JBoss ON works within the changeability of that system to bring clarity into how those modular, distributed resources are related and to provide an extra skin of both administrative control and information visibility.
JBoss ON imposes a hierarchy and structure on JBoss EAP 6 installation, but before you can have an idea of how that structure is applied, it helps to have an understanding of the order that EAP 6 itself has.

Note

JBoss EAP 6 topologies for standalone and domain servers are described in the JBoss AS 7 project documentation.

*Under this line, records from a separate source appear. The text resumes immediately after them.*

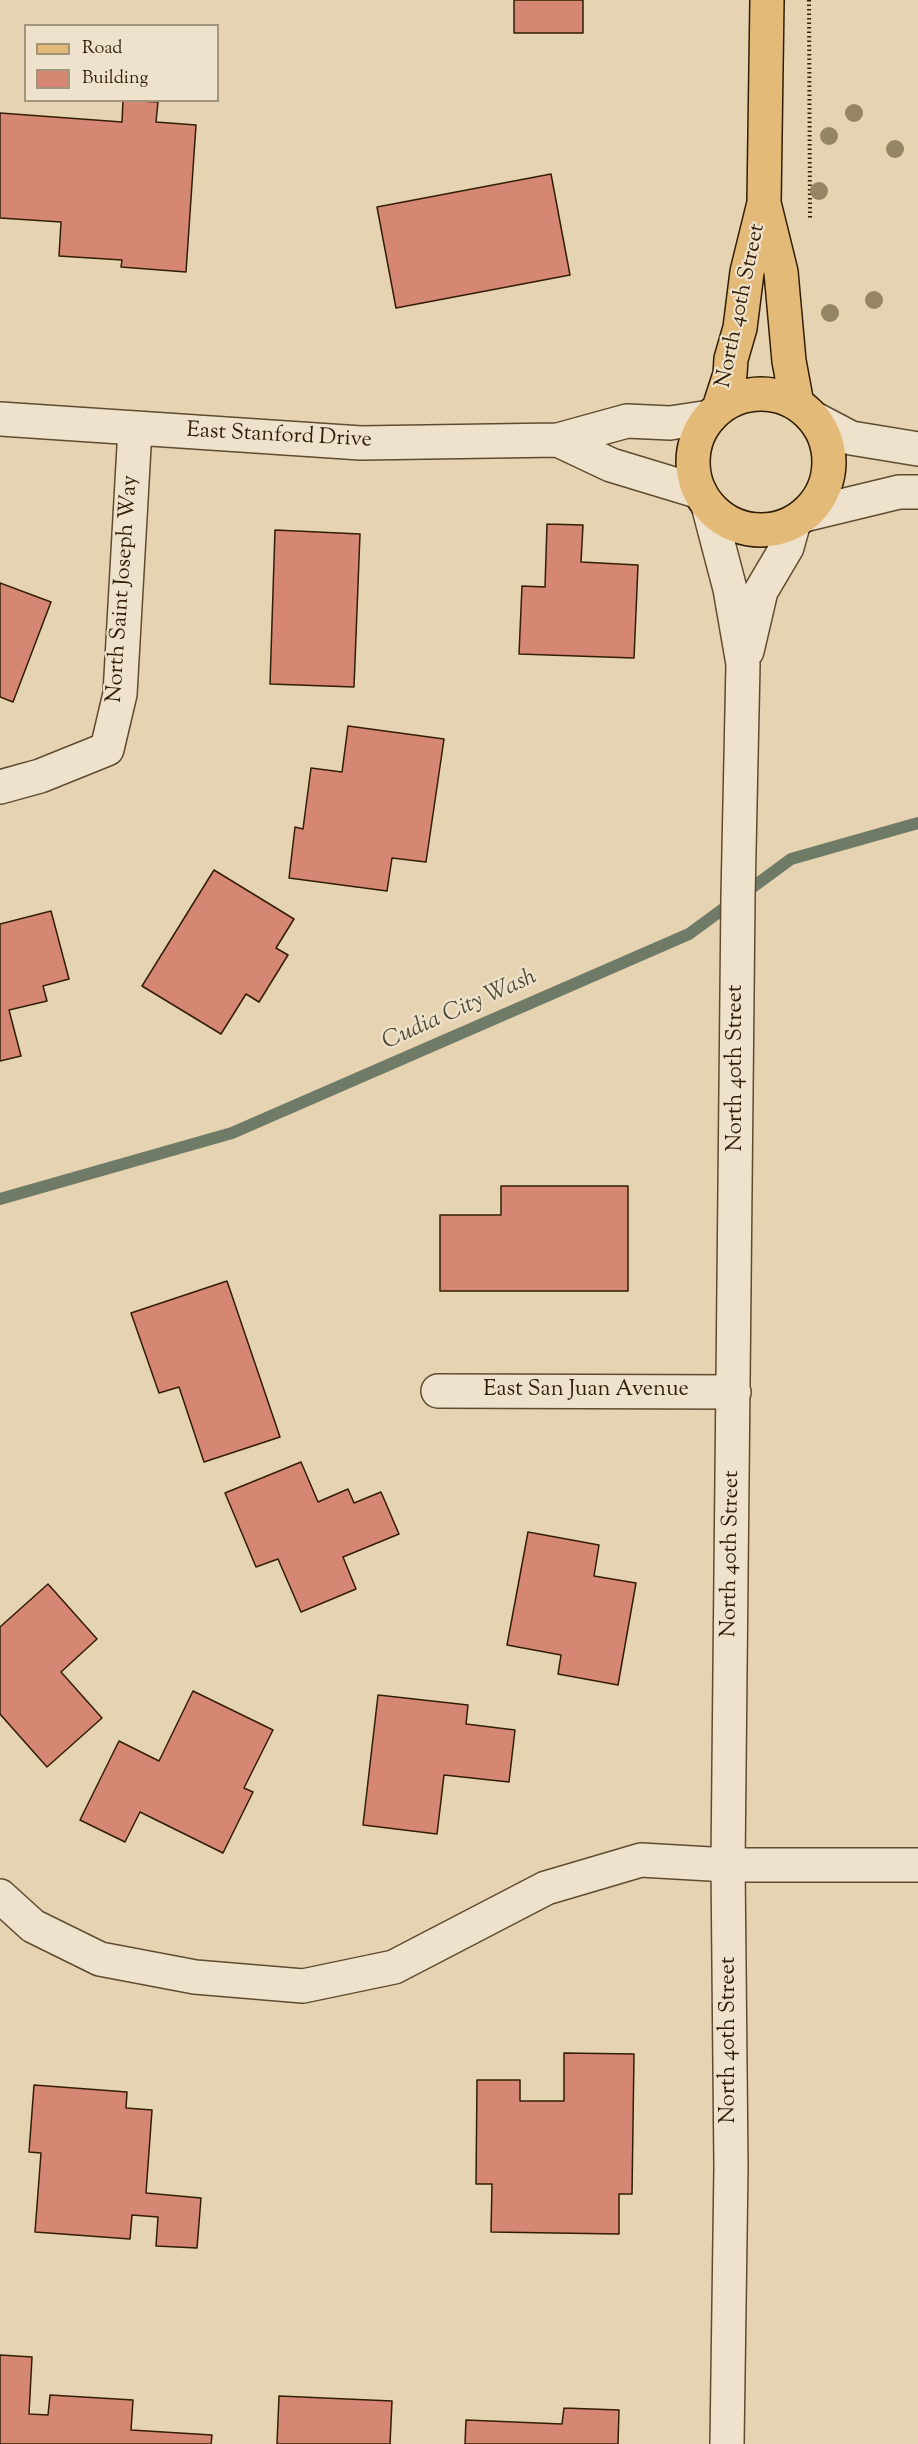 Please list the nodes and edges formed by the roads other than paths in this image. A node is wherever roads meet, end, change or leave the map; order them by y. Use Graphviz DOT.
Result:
graph roads {
  1 [pos="767,0"];
  2 [pos="764,203"];
  3 [pos="806,411"];
  4 [pos="714,413"];
  5 [pos="0,419"];
  6 [pos="135,429"];
  7 [pos="558,440"];
  8 [pos="918,449"];
  9 [pos="918,492"];
  10 [pos="704,498"];
  11 [pos="799,518"];
  12 [pos="743,664"];
  13 [pos="0,787"];
  14 [pos="438,1391"];
  15 [pos="734,1392"];
  16 [pos="728,1865"];
  17 [pos="918,1865"];
  18 [pos="0,1896"];
  19 [pos="727,2444"];
  1 -- 2 [label="main road, North 40th Street"];
  2 -- 3 [label="main road, North 40th Street"];
  2 -- 4 [label="main road, North 40th Street"];
  3 -- 4 [label="main road"];
  3 -- 8 [label="street"];
  3 -- 11 [label="main road"];
  4 -- 7 [label="street, East Stanford Drive"];
  4 -- 10 [label="main road"];
  5 -- 6 [label="street, East Stanford Drive"];
  6 -- 7 [label="street, East Stanford Drive"];
  6 -- 13 [label="street, North Saint Joseph Way"];
  7 -- 10 [label="street, East Stanford Drive"];
  9 -- 11 [label="street"];
  10 -- 11 [label="main road"];
  10 -- 12 [label="street, North 40th Street"];
  11 -- 12 [label="street, North 40th Street"];
  12 -- 15 [label="street, North 40th Street"];
  14 -- 15 [label="street, East San Juan Avenue"];
  15 -- 16 [label="street, North 40th Street"];
  16 -- 17 [label="street"];
  16 -- 18 [label="street"];
  16 -- 19 [label="street, North 40th Street"];
}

4.1. "Classic" Structure: Standalone Servers

Most of the functionality for the JBoss EAP 6 server is implemented through independent classes or subsystems. Which subsystems a server uses, and their configuration properties or configured instances, are defined in a profile.
A standalone instance for EAP 6, much as in EAP 5, is a collection of those defined subsystems, a set of socket bindings to define communications, network interfaces, and other settings.
The entire server instance is defined in its standalone.xml file. Almost every entry in that file is identified as a child of the server. For example, these subsystem entries create the ee and jmx child resources for the server:
<subsystem xmlns="urn:jboss:domain:ee:1.1"/>
<subsystem xmlns="urn:jboss:domain:jmx:1.1">
    <show-model value="true"/>
    <remoting-connector/>
</subsystem>
Likewise, socket bindings, network interfaces, and deployed content, which are defined in the configuration file, are discovered as resources.
Subsystems like datasources and logging configuration can have multiple instances defined; these are all configured as child resources of the subsystem. Because of the modular nature of the EAP 6 server, the exact subsystems — and therefore the exact children in JBoss ON — vary with the subsystem and other definitions in the configuration file.
Overall, because of the number of subsystems and other configuration settings, the standalone server has a very wide, flat, and shallow inventory tree. JBoss ON imposes little additional hierarchy on the standalone server structure. It reflects the way the server is configured in standalone.xml.
Standalone Server Configuration

Figure 4.1. Standalone Server Configuration

Management and operations for the standalone server are self-contained. Every child node for the standalone server combines both its configuration and its runtime environment (monitoring, alerting, and operations) in the same location. To change the configuration for a datasource, for example, edit the datasource entry directly. Every standalone server is managed independently of any other server, even in the same cluster or the same machine.
All of this is comparable to the structure and functionality of a JBoss EAP 5 server, with some slight differences in the organization of the inventory.